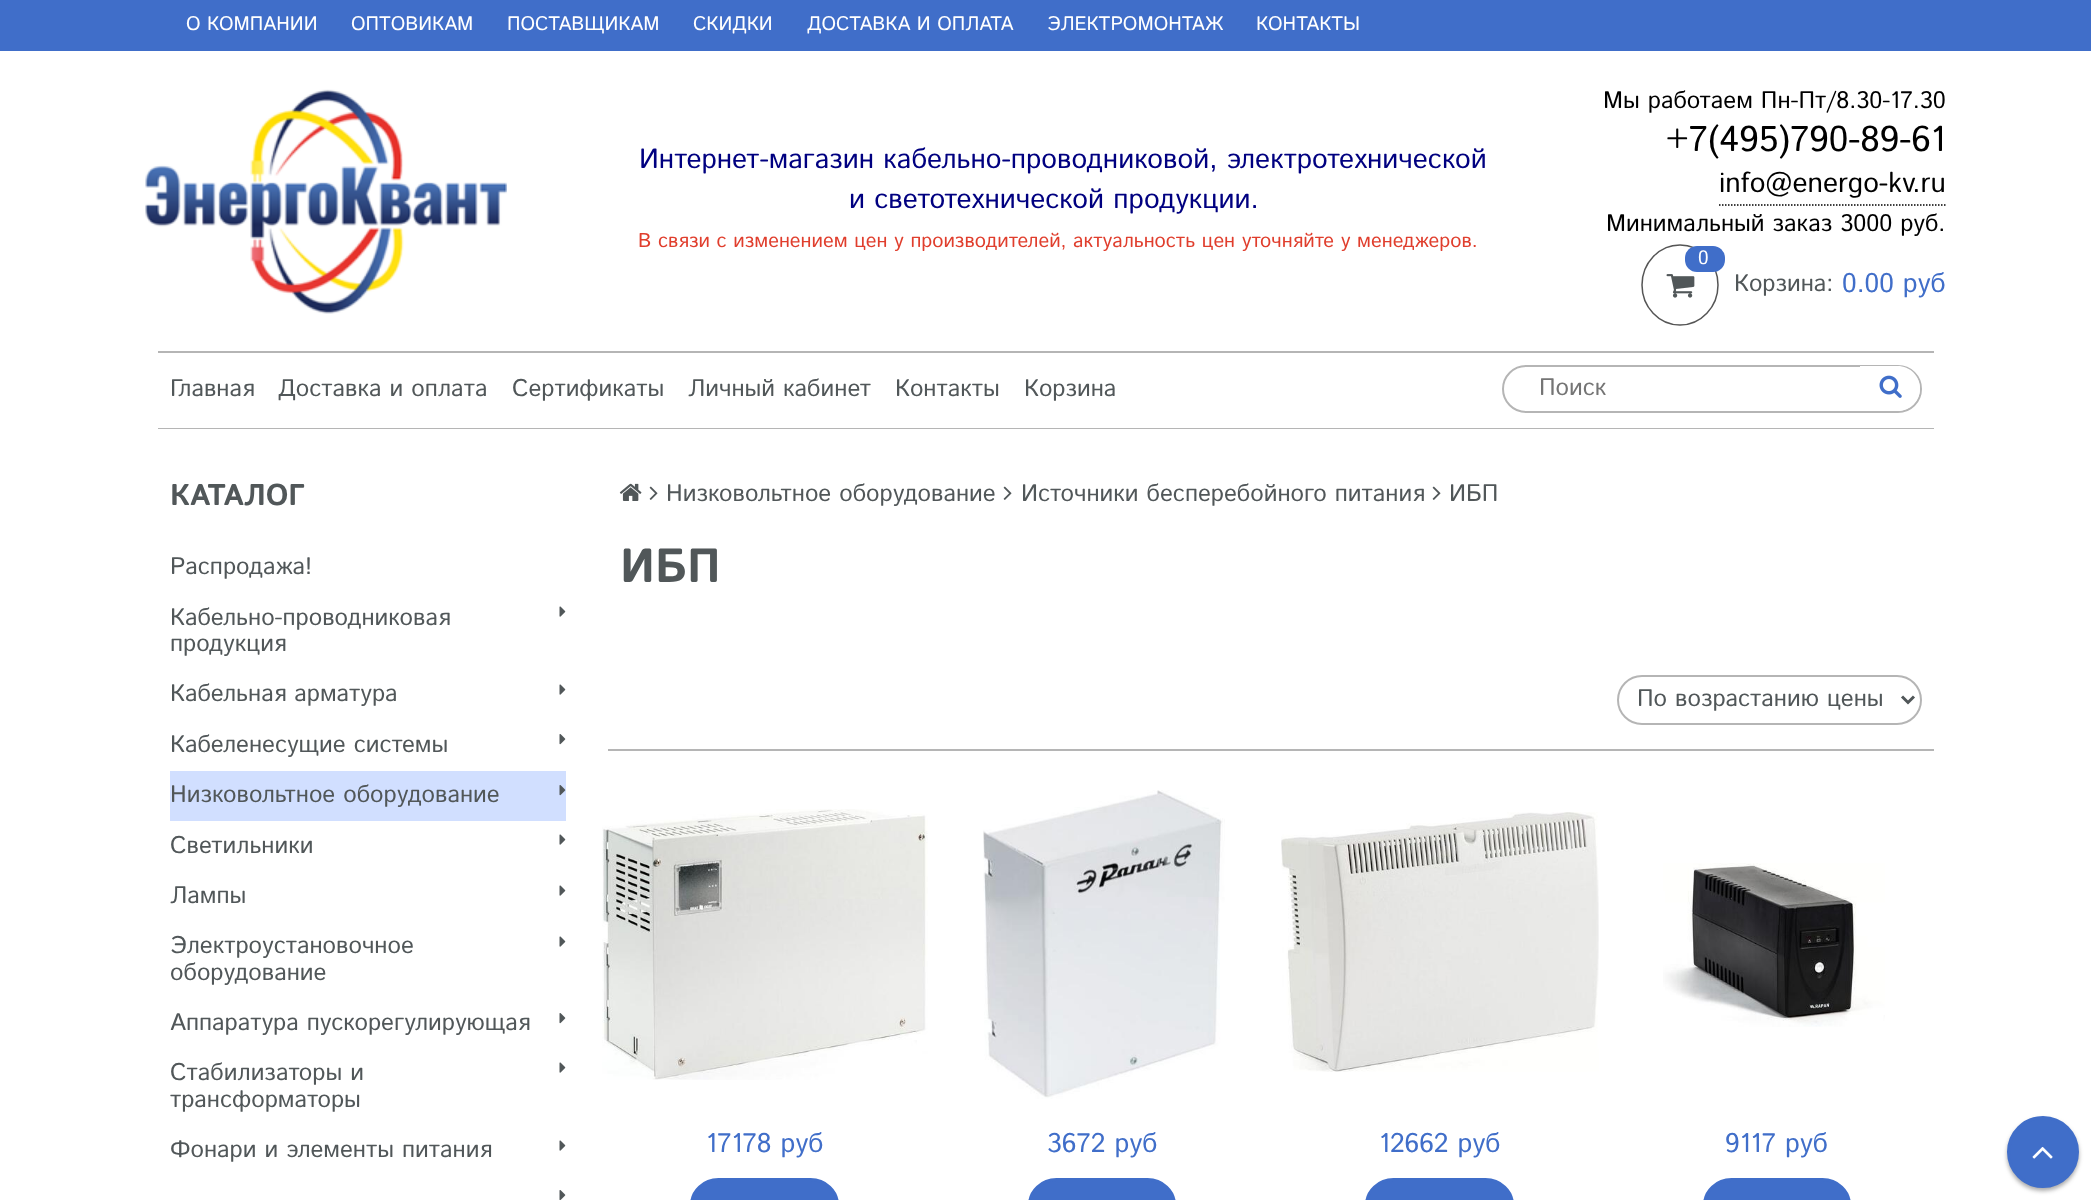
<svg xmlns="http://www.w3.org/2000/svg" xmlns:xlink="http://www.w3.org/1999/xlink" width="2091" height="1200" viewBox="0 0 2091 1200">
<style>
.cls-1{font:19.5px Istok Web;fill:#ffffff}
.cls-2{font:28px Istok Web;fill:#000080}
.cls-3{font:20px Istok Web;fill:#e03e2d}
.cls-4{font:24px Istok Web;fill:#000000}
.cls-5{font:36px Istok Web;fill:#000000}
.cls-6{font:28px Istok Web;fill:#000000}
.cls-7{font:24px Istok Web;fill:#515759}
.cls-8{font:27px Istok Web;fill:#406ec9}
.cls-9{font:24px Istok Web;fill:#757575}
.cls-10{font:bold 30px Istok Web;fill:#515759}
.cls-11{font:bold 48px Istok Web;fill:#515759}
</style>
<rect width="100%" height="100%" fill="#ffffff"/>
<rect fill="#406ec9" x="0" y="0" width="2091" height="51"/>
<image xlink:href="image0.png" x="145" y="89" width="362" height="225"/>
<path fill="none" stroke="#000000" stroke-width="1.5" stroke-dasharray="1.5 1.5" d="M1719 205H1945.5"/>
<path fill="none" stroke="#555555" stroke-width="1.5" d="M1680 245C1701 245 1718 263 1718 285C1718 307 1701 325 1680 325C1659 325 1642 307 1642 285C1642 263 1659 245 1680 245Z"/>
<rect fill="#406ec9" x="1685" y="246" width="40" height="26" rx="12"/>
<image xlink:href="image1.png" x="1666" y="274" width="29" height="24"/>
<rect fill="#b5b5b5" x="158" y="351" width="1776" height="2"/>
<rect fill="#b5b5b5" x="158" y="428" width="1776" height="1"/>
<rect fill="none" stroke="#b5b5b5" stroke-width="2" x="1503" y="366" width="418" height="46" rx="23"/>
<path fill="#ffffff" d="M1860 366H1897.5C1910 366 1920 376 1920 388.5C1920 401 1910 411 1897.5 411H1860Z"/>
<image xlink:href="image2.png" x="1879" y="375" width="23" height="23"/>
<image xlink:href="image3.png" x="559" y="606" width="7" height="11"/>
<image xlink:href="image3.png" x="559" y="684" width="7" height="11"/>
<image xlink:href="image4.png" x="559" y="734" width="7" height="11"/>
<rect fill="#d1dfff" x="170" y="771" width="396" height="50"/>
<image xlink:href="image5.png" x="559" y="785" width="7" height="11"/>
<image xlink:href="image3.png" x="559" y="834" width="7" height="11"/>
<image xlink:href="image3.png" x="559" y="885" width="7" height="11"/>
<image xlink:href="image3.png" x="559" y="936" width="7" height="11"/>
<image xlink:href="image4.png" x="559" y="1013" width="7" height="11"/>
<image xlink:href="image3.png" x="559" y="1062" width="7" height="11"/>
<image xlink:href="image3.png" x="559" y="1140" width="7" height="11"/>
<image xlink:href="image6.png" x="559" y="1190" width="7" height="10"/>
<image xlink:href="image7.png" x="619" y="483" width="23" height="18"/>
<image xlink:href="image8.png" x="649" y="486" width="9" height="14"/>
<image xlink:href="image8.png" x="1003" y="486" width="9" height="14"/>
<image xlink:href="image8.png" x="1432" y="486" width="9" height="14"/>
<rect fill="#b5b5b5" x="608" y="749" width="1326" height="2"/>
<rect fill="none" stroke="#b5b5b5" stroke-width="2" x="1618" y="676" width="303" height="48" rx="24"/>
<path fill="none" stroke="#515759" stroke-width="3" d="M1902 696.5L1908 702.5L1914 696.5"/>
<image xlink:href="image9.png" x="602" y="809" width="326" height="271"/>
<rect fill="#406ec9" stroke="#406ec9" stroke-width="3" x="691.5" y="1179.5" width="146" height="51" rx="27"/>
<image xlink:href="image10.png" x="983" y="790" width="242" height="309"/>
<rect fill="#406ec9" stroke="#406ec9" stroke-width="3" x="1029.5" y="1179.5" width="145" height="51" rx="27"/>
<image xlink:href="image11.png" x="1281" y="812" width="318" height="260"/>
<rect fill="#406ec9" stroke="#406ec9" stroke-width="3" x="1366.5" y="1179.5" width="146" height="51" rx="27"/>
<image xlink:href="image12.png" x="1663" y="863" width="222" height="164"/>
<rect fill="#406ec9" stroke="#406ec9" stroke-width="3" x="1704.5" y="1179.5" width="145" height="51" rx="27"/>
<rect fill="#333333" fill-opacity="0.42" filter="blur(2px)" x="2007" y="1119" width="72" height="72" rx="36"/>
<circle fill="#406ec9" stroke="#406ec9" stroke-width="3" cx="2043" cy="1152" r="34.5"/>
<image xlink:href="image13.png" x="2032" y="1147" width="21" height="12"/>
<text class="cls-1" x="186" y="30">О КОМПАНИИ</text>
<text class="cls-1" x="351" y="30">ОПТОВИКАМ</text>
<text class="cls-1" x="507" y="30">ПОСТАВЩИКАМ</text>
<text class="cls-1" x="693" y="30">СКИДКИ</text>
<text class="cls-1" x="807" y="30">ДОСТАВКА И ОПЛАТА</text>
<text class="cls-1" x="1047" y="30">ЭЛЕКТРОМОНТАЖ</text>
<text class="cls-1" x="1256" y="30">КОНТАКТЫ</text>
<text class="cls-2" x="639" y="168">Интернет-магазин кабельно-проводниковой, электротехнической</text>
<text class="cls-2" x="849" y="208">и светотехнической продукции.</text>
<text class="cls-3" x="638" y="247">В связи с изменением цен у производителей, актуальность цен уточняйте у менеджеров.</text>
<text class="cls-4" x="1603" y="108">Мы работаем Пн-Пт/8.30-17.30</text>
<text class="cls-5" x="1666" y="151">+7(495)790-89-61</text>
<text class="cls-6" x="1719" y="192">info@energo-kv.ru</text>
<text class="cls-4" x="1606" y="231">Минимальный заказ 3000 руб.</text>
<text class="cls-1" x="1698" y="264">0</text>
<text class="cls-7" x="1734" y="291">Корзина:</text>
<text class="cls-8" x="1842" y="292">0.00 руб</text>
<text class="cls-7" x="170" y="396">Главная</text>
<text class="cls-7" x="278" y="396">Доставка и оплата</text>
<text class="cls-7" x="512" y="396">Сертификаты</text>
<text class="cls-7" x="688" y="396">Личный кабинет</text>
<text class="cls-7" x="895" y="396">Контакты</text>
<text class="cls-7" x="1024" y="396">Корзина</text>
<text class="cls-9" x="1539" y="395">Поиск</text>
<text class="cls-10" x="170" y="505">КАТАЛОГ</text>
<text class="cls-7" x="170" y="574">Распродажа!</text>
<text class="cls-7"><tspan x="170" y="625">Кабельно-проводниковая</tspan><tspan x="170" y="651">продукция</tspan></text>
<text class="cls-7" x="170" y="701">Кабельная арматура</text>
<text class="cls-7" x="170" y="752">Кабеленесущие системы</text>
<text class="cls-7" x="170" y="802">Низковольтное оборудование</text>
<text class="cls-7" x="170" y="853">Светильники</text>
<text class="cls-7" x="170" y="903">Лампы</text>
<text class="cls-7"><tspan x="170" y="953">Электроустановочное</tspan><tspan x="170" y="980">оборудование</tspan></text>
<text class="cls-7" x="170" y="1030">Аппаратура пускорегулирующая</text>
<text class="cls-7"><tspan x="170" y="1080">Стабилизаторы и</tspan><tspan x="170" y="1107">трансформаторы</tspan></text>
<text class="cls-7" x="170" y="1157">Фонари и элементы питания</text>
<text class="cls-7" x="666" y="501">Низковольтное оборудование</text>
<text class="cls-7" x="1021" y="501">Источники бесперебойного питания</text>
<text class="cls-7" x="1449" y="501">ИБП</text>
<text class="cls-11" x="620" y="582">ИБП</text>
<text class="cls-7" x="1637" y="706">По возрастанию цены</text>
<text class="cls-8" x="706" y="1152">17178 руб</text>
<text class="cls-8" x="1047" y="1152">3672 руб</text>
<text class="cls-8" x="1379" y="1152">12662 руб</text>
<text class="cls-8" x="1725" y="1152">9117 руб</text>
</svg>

_ _ _ _ _

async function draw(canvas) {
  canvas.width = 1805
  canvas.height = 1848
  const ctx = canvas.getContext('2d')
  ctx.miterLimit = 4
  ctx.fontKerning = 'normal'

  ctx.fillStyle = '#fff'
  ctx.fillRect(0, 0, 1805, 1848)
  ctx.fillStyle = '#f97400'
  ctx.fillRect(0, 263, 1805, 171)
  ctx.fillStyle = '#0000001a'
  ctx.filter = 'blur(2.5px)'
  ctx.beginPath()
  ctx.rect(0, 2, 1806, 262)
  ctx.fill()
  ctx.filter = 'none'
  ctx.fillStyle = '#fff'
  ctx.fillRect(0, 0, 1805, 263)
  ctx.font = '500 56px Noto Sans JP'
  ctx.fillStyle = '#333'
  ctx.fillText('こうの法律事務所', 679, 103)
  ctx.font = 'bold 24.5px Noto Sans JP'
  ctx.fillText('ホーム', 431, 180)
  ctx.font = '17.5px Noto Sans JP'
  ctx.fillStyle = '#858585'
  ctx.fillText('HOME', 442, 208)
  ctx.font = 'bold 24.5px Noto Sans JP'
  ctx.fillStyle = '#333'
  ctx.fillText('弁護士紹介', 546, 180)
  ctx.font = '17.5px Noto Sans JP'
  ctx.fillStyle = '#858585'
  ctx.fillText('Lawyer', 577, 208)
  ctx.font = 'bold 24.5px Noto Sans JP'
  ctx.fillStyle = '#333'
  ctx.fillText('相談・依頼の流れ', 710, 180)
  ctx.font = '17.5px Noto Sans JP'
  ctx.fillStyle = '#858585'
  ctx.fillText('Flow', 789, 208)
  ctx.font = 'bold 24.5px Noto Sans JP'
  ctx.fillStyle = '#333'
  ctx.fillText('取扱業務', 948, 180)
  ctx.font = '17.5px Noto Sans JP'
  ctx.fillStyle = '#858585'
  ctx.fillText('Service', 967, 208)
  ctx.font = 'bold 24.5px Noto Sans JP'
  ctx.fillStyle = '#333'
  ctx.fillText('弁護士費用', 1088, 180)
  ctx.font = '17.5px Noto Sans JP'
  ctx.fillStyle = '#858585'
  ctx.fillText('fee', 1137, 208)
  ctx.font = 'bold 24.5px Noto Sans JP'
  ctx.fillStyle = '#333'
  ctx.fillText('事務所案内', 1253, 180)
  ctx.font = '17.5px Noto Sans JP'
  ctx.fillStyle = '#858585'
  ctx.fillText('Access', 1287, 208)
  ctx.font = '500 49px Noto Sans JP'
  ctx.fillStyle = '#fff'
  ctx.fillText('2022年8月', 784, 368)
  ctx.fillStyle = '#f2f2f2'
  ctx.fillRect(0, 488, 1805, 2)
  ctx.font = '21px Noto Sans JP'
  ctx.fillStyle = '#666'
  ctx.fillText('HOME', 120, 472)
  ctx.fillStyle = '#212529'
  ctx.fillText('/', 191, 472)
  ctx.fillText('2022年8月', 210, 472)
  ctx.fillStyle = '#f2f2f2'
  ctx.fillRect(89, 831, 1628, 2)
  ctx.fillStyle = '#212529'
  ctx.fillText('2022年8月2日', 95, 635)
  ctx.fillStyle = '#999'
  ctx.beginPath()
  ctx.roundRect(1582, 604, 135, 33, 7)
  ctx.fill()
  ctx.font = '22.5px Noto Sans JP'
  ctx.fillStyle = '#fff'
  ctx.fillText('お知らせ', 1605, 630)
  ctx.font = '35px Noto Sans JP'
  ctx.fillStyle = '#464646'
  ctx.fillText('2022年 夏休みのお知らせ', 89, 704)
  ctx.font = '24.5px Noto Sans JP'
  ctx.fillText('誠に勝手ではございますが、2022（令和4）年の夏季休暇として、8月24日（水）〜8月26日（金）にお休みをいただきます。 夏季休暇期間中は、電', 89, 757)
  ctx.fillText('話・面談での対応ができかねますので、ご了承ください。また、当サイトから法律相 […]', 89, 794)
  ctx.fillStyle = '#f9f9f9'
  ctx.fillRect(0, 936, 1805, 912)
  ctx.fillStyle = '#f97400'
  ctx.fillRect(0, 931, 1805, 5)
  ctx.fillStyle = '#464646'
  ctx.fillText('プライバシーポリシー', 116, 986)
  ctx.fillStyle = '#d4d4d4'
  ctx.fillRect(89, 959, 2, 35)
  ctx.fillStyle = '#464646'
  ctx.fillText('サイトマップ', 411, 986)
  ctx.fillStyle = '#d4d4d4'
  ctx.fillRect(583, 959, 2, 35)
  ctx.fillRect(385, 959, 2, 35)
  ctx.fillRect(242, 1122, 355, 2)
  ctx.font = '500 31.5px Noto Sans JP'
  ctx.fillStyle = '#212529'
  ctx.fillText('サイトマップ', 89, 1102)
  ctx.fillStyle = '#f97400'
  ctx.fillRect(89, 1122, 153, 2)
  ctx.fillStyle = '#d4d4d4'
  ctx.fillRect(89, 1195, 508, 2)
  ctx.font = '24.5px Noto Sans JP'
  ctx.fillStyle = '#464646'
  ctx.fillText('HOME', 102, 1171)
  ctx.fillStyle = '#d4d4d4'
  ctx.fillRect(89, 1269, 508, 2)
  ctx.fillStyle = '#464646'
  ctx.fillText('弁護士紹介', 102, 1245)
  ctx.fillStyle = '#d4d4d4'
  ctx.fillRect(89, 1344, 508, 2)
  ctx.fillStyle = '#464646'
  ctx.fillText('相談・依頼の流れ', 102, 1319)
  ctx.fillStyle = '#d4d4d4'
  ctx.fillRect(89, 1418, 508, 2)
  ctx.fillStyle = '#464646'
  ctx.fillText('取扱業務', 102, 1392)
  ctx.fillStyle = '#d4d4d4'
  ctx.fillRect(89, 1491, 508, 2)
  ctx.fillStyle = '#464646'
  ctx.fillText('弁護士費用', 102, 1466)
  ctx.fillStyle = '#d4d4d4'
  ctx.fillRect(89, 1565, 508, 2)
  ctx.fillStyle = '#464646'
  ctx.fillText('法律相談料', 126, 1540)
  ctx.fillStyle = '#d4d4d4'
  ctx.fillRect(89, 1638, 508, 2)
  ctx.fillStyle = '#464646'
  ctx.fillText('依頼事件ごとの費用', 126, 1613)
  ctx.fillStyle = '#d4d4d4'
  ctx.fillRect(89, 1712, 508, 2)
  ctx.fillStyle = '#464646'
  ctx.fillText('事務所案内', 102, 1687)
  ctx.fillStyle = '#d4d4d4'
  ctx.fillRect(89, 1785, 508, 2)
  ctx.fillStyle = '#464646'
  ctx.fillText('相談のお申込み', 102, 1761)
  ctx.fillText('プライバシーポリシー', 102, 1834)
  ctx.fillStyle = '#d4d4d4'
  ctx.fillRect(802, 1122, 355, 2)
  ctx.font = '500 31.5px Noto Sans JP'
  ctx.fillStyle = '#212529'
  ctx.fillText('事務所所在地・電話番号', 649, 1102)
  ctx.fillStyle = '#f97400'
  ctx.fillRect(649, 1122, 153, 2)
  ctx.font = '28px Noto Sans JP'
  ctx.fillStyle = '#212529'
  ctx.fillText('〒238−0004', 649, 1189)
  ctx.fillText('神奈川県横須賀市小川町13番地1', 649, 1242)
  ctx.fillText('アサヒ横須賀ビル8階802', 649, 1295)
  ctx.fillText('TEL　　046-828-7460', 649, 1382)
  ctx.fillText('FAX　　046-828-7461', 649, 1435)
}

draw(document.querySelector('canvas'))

_ _ _ _ _

WHAT TO PRODUCE: Everything above from the line containing "ctx.fillText('〒238−0004', 649, 1189)" down to the line containing "draw(document.querySelector('canvas'))" is to be transcribed exactly, with both of those lines included and nothing else added.

THE ANSWER:
  ctx.fillText('〒238−0004', 649, 1189)
  ctx.fillText('神奈川県横須賀市小川町13番地1', 649, 1242)
  ctx.fillText('アサヒ横須賀ビル8階802', 649, 1295)
  ctx.fillText('TEL　　046-828-7460', 649, 1382)
  ctx.fillText('FAX　　046-828-7461', 649, 1435)
}

draw(document.querySelector('canvas'))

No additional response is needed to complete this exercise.